■ What is needed ■
Please count the lines in these records that contain "align" and give only that count.
----------
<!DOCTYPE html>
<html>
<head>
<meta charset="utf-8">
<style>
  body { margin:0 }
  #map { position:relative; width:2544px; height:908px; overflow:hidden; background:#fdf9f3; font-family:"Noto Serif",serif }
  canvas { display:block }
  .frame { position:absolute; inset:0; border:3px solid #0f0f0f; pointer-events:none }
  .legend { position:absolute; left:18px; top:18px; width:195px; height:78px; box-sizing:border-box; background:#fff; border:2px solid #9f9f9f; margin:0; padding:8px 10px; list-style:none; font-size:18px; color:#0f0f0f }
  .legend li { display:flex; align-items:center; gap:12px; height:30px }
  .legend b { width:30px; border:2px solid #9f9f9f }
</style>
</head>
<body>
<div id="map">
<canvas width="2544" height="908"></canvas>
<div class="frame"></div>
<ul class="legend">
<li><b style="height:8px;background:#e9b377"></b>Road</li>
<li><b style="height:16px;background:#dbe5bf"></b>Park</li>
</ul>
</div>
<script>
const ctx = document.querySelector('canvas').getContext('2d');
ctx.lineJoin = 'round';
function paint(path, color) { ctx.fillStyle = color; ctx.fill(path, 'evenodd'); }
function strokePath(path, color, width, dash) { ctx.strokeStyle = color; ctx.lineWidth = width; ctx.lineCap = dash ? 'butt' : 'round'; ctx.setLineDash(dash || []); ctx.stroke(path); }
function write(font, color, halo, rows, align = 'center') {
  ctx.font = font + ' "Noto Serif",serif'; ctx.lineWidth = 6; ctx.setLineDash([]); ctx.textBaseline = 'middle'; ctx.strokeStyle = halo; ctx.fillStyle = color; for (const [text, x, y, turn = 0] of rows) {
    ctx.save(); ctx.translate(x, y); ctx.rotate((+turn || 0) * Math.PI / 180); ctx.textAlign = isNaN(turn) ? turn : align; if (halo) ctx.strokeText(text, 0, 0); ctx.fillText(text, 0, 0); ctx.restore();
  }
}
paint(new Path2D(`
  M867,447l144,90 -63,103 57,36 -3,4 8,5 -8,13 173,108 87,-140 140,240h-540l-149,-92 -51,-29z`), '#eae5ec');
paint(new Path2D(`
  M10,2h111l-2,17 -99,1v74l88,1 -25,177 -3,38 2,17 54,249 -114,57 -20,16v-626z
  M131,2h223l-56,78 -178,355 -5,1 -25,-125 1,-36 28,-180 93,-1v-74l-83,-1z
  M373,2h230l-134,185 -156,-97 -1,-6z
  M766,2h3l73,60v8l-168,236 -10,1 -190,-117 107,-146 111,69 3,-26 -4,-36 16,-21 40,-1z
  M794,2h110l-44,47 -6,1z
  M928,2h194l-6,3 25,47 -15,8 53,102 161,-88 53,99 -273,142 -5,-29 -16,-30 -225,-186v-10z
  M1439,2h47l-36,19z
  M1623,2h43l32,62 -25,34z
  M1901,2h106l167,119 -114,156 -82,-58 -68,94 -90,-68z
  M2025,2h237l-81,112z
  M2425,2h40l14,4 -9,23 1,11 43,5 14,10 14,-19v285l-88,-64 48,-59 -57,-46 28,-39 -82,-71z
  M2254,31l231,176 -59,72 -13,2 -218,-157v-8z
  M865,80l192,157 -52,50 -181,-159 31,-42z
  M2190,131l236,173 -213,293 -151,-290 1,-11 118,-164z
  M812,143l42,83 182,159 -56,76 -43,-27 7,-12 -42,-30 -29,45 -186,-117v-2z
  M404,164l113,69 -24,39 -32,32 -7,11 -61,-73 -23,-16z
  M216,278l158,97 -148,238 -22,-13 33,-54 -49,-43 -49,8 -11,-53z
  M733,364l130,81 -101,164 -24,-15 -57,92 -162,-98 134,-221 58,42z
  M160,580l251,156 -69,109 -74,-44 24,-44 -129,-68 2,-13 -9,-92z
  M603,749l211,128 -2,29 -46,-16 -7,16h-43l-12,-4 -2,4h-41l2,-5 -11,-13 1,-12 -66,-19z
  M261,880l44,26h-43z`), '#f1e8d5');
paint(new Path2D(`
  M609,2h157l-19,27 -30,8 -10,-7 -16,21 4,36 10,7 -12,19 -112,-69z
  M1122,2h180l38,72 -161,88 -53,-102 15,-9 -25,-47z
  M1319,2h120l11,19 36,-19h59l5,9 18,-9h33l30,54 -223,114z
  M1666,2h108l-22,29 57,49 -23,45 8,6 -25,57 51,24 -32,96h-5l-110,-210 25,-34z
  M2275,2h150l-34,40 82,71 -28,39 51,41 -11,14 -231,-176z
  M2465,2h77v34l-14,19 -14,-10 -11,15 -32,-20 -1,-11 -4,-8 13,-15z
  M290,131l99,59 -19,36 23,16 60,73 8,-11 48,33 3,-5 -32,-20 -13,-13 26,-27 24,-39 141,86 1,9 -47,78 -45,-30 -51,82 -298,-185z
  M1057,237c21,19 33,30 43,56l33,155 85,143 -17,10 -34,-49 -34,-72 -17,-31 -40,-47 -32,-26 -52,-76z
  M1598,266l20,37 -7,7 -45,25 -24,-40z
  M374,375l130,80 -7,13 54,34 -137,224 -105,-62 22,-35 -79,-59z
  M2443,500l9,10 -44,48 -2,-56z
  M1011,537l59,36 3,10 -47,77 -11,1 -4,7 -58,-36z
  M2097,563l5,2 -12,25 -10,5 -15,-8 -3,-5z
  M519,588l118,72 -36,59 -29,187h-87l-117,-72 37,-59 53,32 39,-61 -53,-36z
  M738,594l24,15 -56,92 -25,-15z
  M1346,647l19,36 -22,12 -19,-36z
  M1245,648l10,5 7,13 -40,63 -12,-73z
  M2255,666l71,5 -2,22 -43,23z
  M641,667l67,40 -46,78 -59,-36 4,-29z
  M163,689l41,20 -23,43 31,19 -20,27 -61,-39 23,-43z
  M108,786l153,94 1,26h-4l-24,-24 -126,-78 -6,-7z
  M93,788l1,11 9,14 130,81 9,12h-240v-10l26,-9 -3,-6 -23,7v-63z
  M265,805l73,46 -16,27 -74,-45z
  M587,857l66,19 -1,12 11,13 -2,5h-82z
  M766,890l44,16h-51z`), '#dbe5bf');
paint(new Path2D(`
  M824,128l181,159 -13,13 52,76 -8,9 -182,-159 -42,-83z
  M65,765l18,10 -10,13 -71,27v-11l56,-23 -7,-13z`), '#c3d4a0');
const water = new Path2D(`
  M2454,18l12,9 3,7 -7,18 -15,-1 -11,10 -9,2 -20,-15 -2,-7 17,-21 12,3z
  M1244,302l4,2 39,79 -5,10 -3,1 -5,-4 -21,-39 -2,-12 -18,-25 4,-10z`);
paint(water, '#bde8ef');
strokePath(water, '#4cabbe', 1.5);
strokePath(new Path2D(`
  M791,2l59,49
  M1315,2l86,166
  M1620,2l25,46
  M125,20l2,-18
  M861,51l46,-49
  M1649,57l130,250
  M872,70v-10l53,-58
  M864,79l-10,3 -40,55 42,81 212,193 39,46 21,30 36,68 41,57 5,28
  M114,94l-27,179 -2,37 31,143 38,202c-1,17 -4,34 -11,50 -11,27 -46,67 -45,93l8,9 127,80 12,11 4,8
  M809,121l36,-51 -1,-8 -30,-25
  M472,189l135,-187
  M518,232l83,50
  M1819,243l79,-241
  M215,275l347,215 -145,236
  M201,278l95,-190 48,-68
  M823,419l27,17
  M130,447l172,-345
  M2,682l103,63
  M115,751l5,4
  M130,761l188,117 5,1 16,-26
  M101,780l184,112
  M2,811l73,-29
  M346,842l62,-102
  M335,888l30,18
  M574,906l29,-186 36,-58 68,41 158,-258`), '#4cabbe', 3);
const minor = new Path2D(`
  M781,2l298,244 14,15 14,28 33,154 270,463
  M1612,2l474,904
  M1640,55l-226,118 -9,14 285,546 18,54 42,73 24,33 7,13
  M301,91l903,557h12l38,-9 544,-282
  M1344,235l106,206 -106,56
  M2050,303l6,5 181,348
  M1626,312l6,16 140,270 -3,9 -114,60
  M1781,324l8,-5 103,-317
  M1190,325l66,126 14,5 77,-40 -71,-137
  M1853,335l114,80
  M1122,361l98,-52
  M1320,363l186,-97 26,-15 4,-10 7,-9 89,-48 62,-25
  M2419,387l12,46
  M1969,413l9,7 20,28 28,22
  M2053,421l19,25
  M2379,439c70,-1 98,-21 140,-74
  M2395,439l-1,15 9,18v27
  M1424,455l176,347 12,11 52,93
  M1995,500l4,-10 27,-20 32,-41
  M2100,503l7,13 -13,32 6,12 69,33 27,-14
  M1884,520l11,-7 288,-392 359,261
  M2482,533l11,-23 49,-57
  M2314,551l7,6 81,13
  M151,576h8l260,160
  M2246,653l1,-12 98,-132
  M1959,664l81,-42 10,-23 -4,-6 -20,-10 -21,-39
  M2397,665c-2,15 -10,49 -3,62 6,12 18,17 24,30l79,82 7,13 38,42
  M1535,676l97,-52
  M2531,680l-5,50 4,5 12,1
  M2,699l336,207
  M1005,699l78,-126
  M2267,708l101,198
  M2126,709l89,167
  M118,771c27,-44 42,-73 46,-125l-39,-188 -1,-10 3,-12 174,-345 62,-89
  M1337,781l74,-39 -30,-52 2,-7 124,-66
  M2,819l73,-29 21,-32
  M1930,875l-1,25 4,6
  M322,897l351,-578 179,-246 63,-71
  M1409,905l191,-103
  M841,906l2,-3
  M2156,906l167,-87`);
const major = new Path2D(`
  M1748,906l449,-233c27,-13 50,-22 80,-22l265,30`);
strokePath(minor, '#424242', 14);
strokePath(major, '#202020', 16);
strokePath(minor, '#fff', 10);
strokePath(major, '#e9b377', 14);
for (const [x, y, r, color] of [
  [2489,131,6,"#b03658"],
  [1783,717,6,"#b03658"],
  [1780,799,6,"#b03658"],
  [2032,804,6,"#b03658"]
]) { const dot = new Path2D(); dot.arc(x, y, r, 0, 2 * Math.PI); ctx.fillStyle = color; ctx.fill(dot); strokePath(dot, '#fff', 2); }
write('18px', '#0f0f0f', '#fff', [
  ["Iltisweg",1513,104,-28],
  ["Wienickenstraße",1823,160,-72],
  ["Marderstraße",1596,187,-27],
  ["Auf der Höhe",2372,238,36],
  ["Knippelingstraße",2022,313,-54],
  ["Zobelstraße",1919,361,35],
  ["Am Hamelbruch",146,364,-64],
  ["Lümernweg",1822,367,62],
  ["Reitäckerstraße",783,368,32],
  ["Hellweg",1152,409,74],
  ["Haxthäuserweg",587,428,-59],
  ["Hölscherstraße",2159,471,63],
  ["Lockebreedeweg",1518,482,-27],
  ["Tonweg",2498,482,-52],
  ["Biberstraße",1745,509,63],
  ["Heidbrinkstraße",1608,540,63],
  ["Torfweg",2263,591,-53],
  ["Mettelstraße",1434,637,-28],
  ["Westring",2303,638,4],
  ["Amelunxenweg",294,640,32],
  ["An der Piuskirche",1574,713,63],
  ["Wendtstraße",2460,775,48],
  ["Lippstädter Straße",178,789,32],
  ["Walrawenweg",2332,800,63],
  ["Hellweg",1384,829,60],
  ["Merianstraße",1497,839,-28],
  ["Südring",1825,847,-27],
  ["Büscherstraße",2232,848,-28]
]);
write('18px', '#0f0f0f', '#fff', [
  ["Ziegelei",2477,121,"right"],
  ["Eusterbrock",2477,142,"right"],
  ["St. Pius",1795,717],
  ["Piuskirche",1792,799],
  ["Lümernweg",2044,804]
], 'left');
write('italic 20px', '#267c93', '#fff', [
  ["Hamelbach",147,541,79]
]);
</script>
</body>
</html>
----------
■ The answer ■
3